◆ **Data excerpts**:
::::::::::

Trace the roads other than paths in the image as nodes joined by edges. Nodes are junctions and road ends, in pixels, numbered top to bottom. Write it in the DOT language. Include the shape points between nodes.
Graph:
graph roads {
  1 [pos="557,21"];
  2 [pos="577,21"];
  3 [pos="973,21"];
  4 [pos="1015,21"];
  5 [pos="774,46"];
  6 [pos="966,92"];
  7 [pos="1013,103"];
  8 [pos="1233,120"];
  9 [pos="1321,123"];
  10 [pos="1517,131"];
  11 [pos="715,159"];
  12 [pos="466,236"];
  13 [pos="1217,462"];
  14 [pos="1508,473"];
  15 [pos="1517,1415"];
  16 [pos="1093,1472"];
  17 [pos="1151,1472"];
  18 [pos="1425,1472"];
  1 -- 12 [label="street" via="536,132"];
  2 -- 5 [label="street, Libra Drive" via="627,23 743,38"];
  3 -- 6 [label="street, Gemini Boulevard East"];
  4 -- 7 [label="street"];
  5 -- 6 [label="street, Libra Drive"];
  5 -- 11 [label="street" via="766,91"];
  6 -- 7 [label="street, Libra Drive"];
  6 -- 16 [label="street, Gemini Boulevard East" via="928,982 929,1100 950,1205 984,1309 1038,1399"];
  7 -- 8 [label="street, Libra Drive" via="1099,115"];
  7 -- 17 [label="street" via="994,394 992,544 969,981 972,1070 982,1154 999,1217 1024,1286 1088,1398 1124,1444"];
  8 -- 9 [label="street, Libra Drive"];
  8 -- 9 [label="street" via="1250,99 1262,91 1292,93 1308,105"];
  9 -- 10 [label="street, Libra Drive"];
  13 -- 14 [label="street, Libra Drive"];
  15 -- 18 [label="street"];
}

::::::::::

◆ **REQUIRED WORK**:
Word for word, extract all the records.

◆ **EXERCISE OUTPUT**:
Trace the roads other than paths in the image as nodes joined by edges. Nodes are junctions and road ends, in pixels, numbered top to bottom. Write it in the DOT language. Include the shape points between nodes.
Graph:
graph roads {
  1 [pos="557,21"];
  2 [pos="577,21"];
  3 [pos="973,21"];
  4 [pos="1015,21"];
  5 [pos="774,46"];
  6 [pos="966,92"];
  7 [pos="1013,103"];
  8 [pos="1233,120"];
  9 [pos="1321,123"];
  10 [pos="1517,131"];
  11 [pos="715,159"];
  12 [pos="466,236"];
  13 [pos="1217,462"];
  14 [pos="1508,473"];
  15 [pos="1517,1415"];
  16 [pos="1093,1472"];
  17 [pos="1151,1472"];
  18 [pos="1425,1472"];
  1 -- 12 [label="street" via="536,132"];
  2 -- 5 [label="street, Libra Drive" via="627,23 743,38"];
  3 -- 6 [label="street, Gemini Boulevard East"];
  4 -- 7 [label="street"];
  5 -- 6 [label="street, Libra Drive"];
  5 -- 11 [label="street" via="766,91"];
  6 -- 7 [label="street, Libra Drive"];
  6 -- 16 [label="street, Gemini Boulevard East" via="928,982 929,1100 950,1205 984,1309 1038,1399"];
  7 -- 8 [label="street, Libra Drive" via="1099,115"];
  7 -- 17 [label="street" via="994,394 992,544 969,981 972,1070 982,1154 999,1217 1024,1286 1088,1398 1124,1444"];
  8 -- 9 [label="street, Libra Drive"];
  8 -- 9 [label="street" via="1250,99 1262,91 1292,93 1308,105"];
  9 -- 10 [label="street, Libra Drive"];
  13 -- 14 [label="street, Libra Drive"];
  15 -- 18 [label="street"];
}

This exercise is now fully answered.